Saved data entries
====

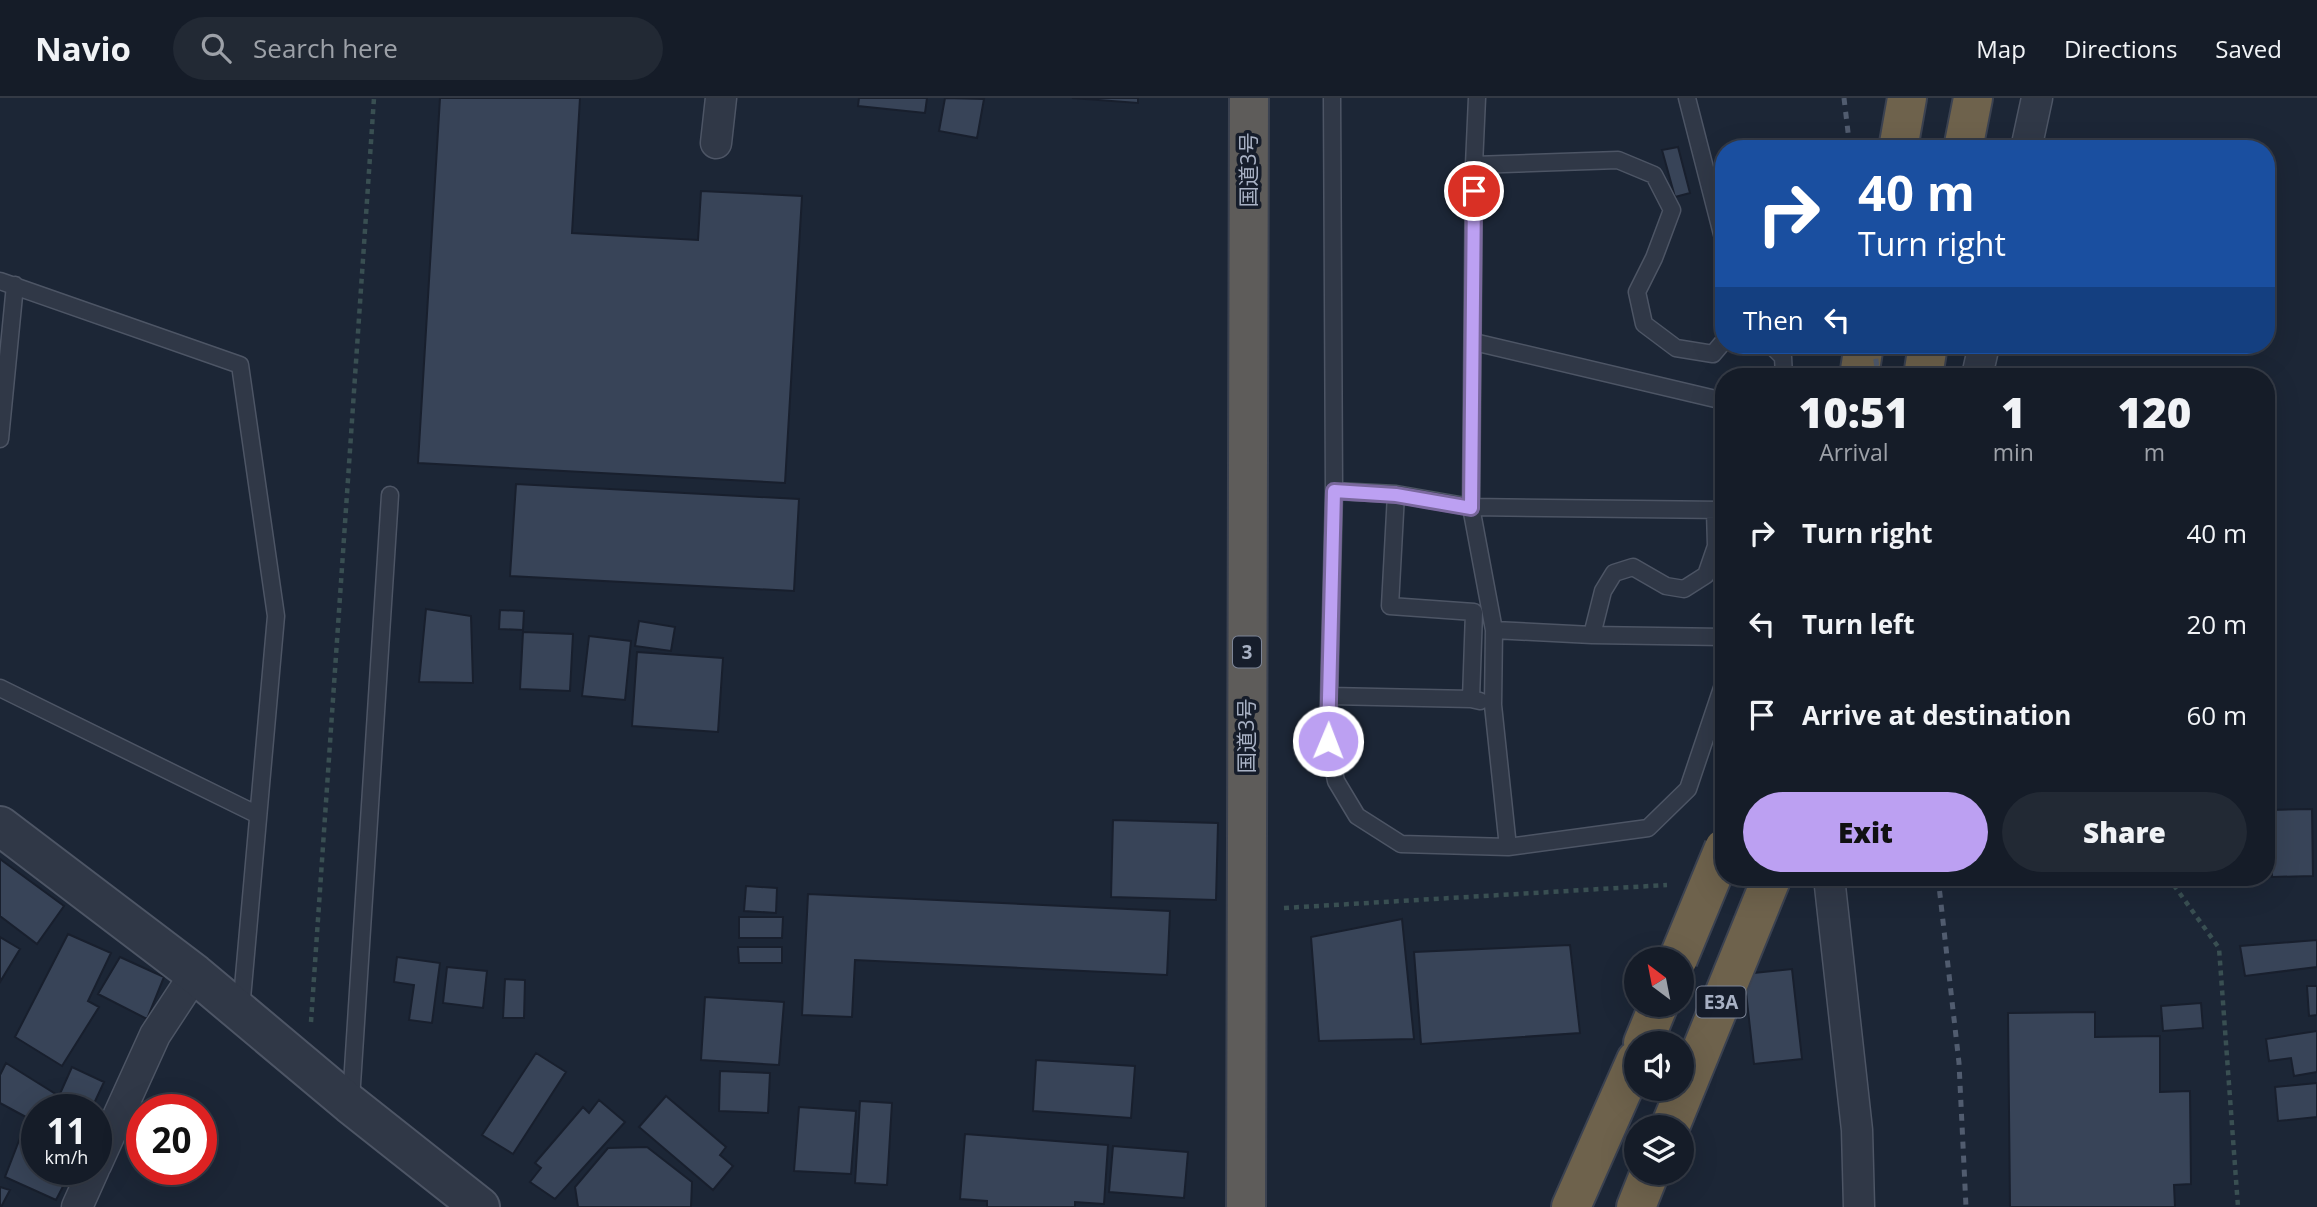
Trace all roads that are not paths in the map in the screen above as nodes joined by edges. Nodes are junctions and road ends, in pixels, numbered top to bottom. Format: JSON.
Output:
{"nodes":[{"id":1,"x":721,"y":98,"type":"edge"},
{"id":2,"x":1249,"y":98,"type":"edge"},
{"id":3,"x":1332,"y":98,"type":"edge"},
{"id":4,"x":1477,"y":98,"type":"edge"},
{"id":5,"x":1687,"y":98,"type":"edge"},
{"id":6,"x":1907,"y":98,"type":"edge"},
{"id":7,"x":1973,"y":98,"type":"edge"},
{"id":8,"x":2037,"y":98,"type":"edge"},
{"id":9,"x":1900,"y":140,"type":"edge"},
{"id":10,"x":1966,"y":140,"type":"edge"},
{"id":11,"x":2028,"y":140,"type":"edge"},
{"id":12,"x":716,"y":142,"type":"dead end"},
{"id":13,"x":1474,"y":165,"type":"junction"},
{"id":14,"x":1715,"y":207,"type":"edge"},
{"id":15,"x":8,"y":283,"type":"edge"},
{"id":16,"x":1474,"y":342,"type":"junction"},
{"id":17,"x":1715,"y":352,"type":"edge"},
{"id":18,"x":1715,"y":399,"type":"edge"},
{"id":19,"x":0,"y":439,"type":"edge"},
{"id":20,"x":1334,"y":491,"type":"junction"},
{"id":21,"x":390,"y":495,"type":"dead end"},
{"id":22,"x":1396,"y":495,"type":"junction"},
{"id":23,"x":1471,"y":508,"type":"junction"},
{"id":24,"x":1715,"y":510,"type":"edge"},
{"id":25,"x":1715,"y":549,"type":"edge"},
{"id":26,"x":1494,"y":630,"type":"junction"},
{"id":27,"x":1592,"y":635,"type":"junction"},
{"id":28,"x":1715,"y":637,"type":"edge"},
{"id":29,"x":0,"y":688,"type":"edge"},
{"id":30,"x":1330,"y":696,"type":"junction"},
{"id":31,"x":1471,"y":699,"type":"junction"},
{"id":32,"x":1493,"y":705,"type":"junction"},
{"id":33,"x":1715,"y":709,"type":"edge"},
{"id":34,"x":258,"y":816,"type":"junction"},
{"id":35,"x":0,"y":826,"type":"edge"},
{"id":36,"x":1508,"y":847,"type":"junction"},
{"id":37,"x":1715,"y":870,"type":"edge"},
{"id":38,"x":1768,"y":886,"type":"edge"},
{"id":39,"x":1830,"y":886,"type":"edge"},
{"id":40,"x":1683,"y":947,"type":"edge"},
{"id":41,"x":195,"y":974,"type":"junction"},
{"id":42,"x":240,"y":1012,"type":"junction"},
{"id":43,"x":325,"y":1082,"type":"junction"},
{"id":44,"x":1624,"y":1087,"type":"edge"},
{"id":45,"x":1675,"y":1115,"type":"edge"},
{"id":46,"x":112,"y":1130,"type":"edge"},
{"id":47,"x":87,"y":1185,"type":"edge"},
{"id":48,"x":1645,"y":1185,"type":"edge"},
{"id":49,"x":77,"y":1207,"type":"edge"},
{"id":50,"x":480,"y":1207,"type":"edge"},
{"id":51,"x":1246,"y":1207,"type":"edge"},
{"id":52,"x":1571,"y":1207,"type":"edge"},
{"id":53,"x":1636,"y":1207,"type":"edge"},
{"id":54,"x":1859,"y":1207,"type":"edge"}],
"edges":[{"from":1,"to":12,"type":"street"},
{"from":2,"to":51,"type":"highway","name":"国道3号","number":"3"},
{"from":3,"to":20,"type":"lane"},
{"from":4,"to":13,"type":"lane"},
{"from":5,"to":14,"type":"lane"},
{"from":6,"to":9,"type":"highway"},
{"from":7,"to":10,"type":"highway"},
{"from":8,"to":11,"type":"street"},
{"from":13,"to":16,"type":"lane"},
{"from":13,"to":17,"type":"lane"},
{"from":15,"to":19,"type":"lane"},
{"from":15,"to":34,"type":"lane"},
{"from":16,"to":18,"type":"lane"},
{"from":16,"to":23,"type":"lane"},
{"from":20,"to":22,"type":"lane"},
{"from":20,"to":30,"type":"lane"},
{"from":21,"to":43,"type":"lane"},
{"from":22,"to":23,"type":"lane"},
{"from":22,"to":31,"type":"lane"},
{"from":23,"to":24,"type":"lane"},
{"from":23,"to":26,"type":"lane"},
{"from":25,"to":27,"type":"lane"},
{"from":26,"to":27,"type":"lane"},
{"from":26,"to":32,"type":"lane"},
{"from":27,"to":28,"type":"lane"},
{"from":29,"to":34,"type":"lane"},
{"from":30,"to":31,"type":"lane"},
{"from":30,"to":36,"type":"lane"},
{"from":31,"to":32,"type":"lane"},
{"from":32,"to":36,"type":"lane"},
{"from":33,"to":36,"type":"lane"},
{"from":34,"to":42,"type":"lane"},
{"from":35,"to":41,"type":"street"},
{"from":37,"to":40,"type":"highway","bridge":true},
{"from":38,"to":45,"type":"highway","number":"E3A","bridge":true},
{"from":39,"to":54,"type":"street"},
{"from":41,"to":42,"type":"street"},
{"from":41,"to":46,"type":"street"},
{"from":42,"to":43,"type":"street"},
{"from":43,"to":50,"type":"street"},
{"from":44,"to":52,"type":"highway"},
{"from":47,"to":49,"type":"street"},
{"from":48,"to":53,"type":"highway"}]}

====

### [EXERCISE PROMPT]
Each line above should be written out again unchanged; no images are to be carried over.

### [TASK OUTPUT]
Trace all roads that are not paths in the map in the screen above as nodes joined by edges. Nodes are junctions and road ends, in pixels, numbered top to bottom. Format: JSON.
Output:
{"nodes":[{"id":1,"x":721,"y":98,"type":"edge"},
{"id":2,"x":1249,"y":98,"type":"edge"},
{"id":3,"x":1332,"y":98,"type":"edge"},
{"id":4,"x":1477,"y":98,"type":"edge"},
{"id":5,"x":1687,"y":98,"type":"edge"},
{"id":6,"x":1907,"y":98,"type":"edge"},
{"id":7,"x":1973,"y":98,"type":"edge"},
{"id":8,"x":2037,"y":98,"type":"edge"},
{"id":9,"x":1900,"y":140,"type":"edge"},
{"id":10,"x":1966,"y":140,"type":"edge"},
{"id":11,"x":2028,"y":140,"type":"edge"},
{"id":12,"x":716,"y":142,"type":"dead end"},
{"id":13,"x":1474,"y":165,"type":"junction"},
{"id":14,"x":1715,"y":207,"type":"edge"},
{"id":15,"x":8,"y":283,"type":"edge"},
{"id":16,"x":1474,"y":342,"type":"junction"},
{"id":17,"x":1715,"y":352,"type":"edge"},
{"id":18,"x":1715,"y":399,"type":"edge"},
{"id":19,"x":0,"y":439,"type":"edge"},
{"id":20,"x":1334,"y":491,"type":"junction"},
{"id":21,"x":390,"y":495,"type":"dead end"},
{"id":22,"x":1396,"y":495,"type":"junction"},
{"id":23,"x":1471,"y":508,"type":"junction"},
{"id":24,"x":1715,"y":510,"type":"edge"},
{"id":25,"x":1715,"y":549,"type":"edge"},
{"id":26,"x":1494,"y":630,"type":"junction"},
{"id":27,"x":1592,"y":635,"type":"junction"},
{"id":28,"x":1715,"y":637,"type":"edge"},
{"id":29,"x":0,"y":688,"type":"edge"},
{"id":30,"x":1330,"y":696,"type":"junction"},
{"id":31,"x":1471,"y":699,"type":"junction"},
{"id":32,"x":1493,"y":705,"type":"junction"},
{"id":33,"x":1715,"y":709,"type":"edge"},
{"id":34,"x":258,"y":816,"type":"junction"},
{"id":35,"x":0,"y":826,"type":"edge"},
{"id":36,"x":1508,"y":847,"type":"junction"},
{"id":37,"x":1715,"y":870,"type":"edge"},
{"id":38,"x":1768,"y":886,"type":"edge"},
{"id":39,"x":1830,"y":886,"type":"edge"},
{"id":40,"x":1683,"y":947,"type":"edge"},
{"id":41,"x":195,"y":974,"type":"junction"},
{"id":42,"x":240,"y":1012,"type":"junction"},
{"id":43,"x":325,"y":1082,"type":"junction"},
{"id":44,"x":1624,"y":1087,"type":"edge"},
{"id":45,"x":1675,"y":1115,"type":"edge"},
{"id":46,"x":112,"y":1130,"type":"edge"},
{"id":47,"x":87,"y":1185,"type":"edge"},
{"id":48,"x":1645,"y":1185,"type":"edge"},
{"id":49,"x":77,"y":1207,"type":"edge"},
{"id":50,"x":480,"y":1207,"type":"edge"},
{"id":51,"x":1246,"y":1207,"type":"edge"},
{"id":52,"x":1571,"y":1207,"type":"edge"},
{"id":53,"x":1636,"y":1207,"type":"edge"},
{"id":54,"x":1859,"y":1207,"type":"edge"}],
"edges":[{"from":1,"to":12,"type":"street"},
{"from":2,"to":51,"type":"highway","name":"国道3号","number":"3"},
{"from":3,"to":20,"type":"lane"},
{"from":4,"to":13,"type":"lane"},
{"from":5,"to":14,"type":"lane"},
{"from":6,"to":9,"type":"highway"},
{"from":7,"to":10,"type":"highway"},
{"from":8,"to":11,"type":"street"},
{"from":13,"to":16,"type":"lane"},
{"from":13,"to":17,"type":"lane"},
{"from":15,"to":19,"type":"lane"},
{"from":15,"to":34,"type":"lane"},
{"from":16,"to":18,"type":"lane"},
{"from":16,"to":23,"type":"lane"},
{"from":20,"to":22,"type":"lane"},
{"from":20,"to":30,"type":"lane"},
{"from":21,"to":43,"type":"lane"},
{"from":22,"to":23,"type":"lane"},
{"from":22,"to":31,"type":"lane"},
{"from":23,"to":24,"type":"lane"},
{"from":23,"to":26,"type":"lane"},
{"from":25,"to":27,"type":"lane"},
{"from":26,"to":27,"type":"lane"},
{"from":26,"to":32,"type":"lane"},
{"from":27,"to":28,"type":"lane"},
{"from":29,"to":34,"type":"lane"},
{"from":30,"to":31,"type":"lane"},
{"from":30,"to":36,"type":"lane"},
{"from":31,"to":32,"type":"lane"},
{"from":32,"to":36,"type":"lane"},
{"from":33,"to":36,"type":"lane"},
{"from":34,"to":42,"type":"lane"},
{"from":35,"to":41,"type":"street"},
{"from":37,"to":40,"type":"highway","bridge":true},
{"from":38,"to":45,"type":"highway","number":"E3A","bridge":true},
{"from":39,"to":54,"type":"street"},
{"from":41,"to":42,"type":"street"},
{"from":41,"to":46,"type":"street"},
{"from":42,"to":43,"type":"street"},
{"from":43,"to":50,"type":"street"},
{"from":44,"to":52,"type":"highway"},
{"from":47,"to":49,"type":"street"},
{"from":48,"to":53,"type":"highway"}]}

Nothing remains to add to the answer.